Is every lattice in a Lie group Ad-irreducible?
No. This is false for $ G $ compact because any finite subgroup is a lattice. And it is certainly false if $ G $ is not simple since a group can only contain an Ad-irreducible subgroup if it is itself simple. So I'm asking...
Is every lattice in a non compact simple Lie group Ad-irreducible?
In other words, let $ G $ be a non compact simple Lie group. Let $ \Gamma $ be a lattice in $ G $. Must the the conjugation action of $ \Gamma $ on the lie algebra of $ G $ be an irreducible representation?
For example, I think it is true that all lattices in $ SL_2(\mathbb{R}) $ and $ SL_2(\mathbb{C}) $ are Ad-irreducible.
The desired fact follows from a Borel density theorem type result.
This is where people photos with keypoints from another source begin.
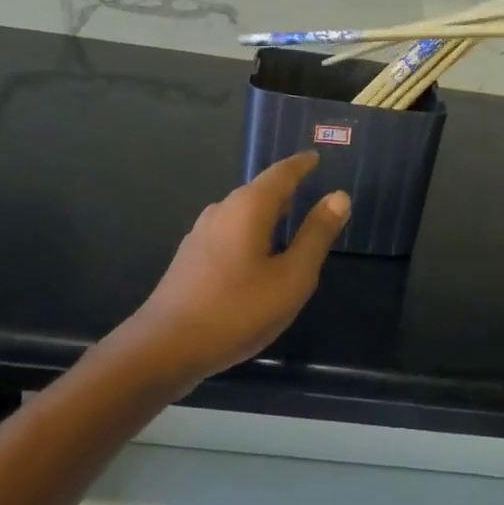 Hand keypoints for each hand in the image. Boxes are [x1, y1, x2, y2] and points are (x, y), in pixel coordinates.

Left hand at [113, 153, 349, 392]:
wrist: (164, 348)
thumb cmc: (237, 310)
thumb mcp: (291, 277)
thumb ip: (316, 235)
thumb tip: (339, 196)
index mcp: (248, 207)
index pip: (281, 173)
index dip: (301, 165)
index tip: (316, 157)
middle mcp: (222, 210)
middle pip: (259, 191)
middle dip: (285, 189)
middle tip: (310, 189)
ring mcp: (201, 234)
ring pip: (242, 213)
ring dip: (267, 213)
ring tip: (289, 223)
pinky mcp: (191, 257)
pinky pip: (230, 232)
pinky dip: (251, 233)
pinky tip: (258, 257) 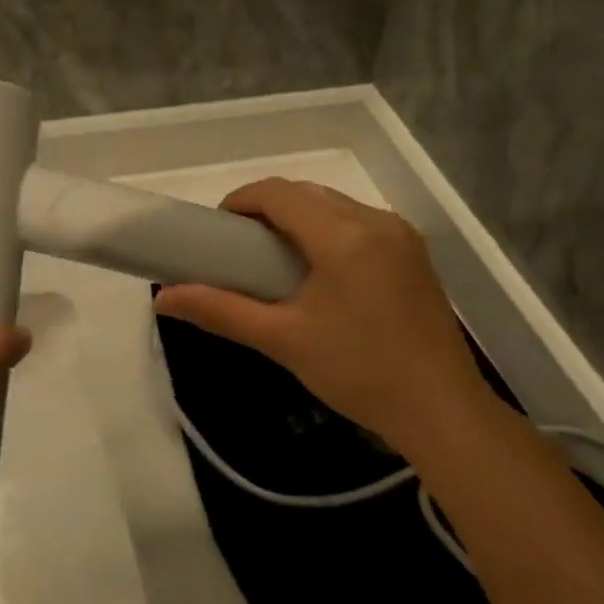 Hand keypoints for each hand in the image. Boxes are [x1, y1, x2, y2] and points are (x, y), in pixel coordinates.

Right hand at [154, 179, 492, 451]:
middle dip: (267, 210)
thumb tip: (162, 298)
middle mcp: (375, 220)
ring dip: (299, 219)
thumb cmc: (357, 372)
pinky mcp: (414, 253)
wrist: (441, 410)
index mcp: (343, 235)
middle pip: (306, 193)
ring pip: (335, 204)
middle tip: (241, 249)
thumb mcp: (282, 340)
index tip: (217, 231)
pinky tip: (320, 272)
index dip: (240, 201)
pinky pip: (360, 222)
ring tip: (275, 261)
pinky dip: (328, 231)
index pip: (278, 193)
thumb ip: (220, 311)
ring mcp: (401, 234)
Thm 3 of
https://www3.nd.edu/~andyp/notes/BorelDensity.pdf
states "Let G be a connected semisimple $\mathbb{R}$-algebraic group and let Γ < G be a lattice. Let ϕ : G → $GL_m(\mathbb{R})$ be an irreducible polynomial representation of G. Then the restriction of ϕ to Γ is irreducible." (this theorem should also assume that $ G $ has no compact factors, but that is sort of implied by context, for example theorem 1 earlier in the reference specifies that $ G $ has no compact factors)
Every noncompact simple Lie group, other than the universal cover of $ SL_2(\mathbb{R}) $, is a connected semisimple $\mathbb{R}$-algebraic group. For a simple group the adjoint representation is irreducible by definition. Also the adjoint representation is always a polynomial representation. Thus we can apply the theorem to conclude that the adjoint representation restricted to $ \Gamma $ must be irreducible.
The last case to consider is when $ G $ is not algebraic because it is the universal cover of $ SL_2(\mathbb{R}) $. In this case the adjoint representation still factors through actual $ SL_2(\mathbb{R}) $ and any lattice $ \tilde{\Gamma} $ in the universal cover factors through a lattice $ \Gamma $ in actual $ SL_2(\mathbb{R}) $. So the result is also true for all lattices in the universal cover of $ SL_2(\mathbb{R}) $.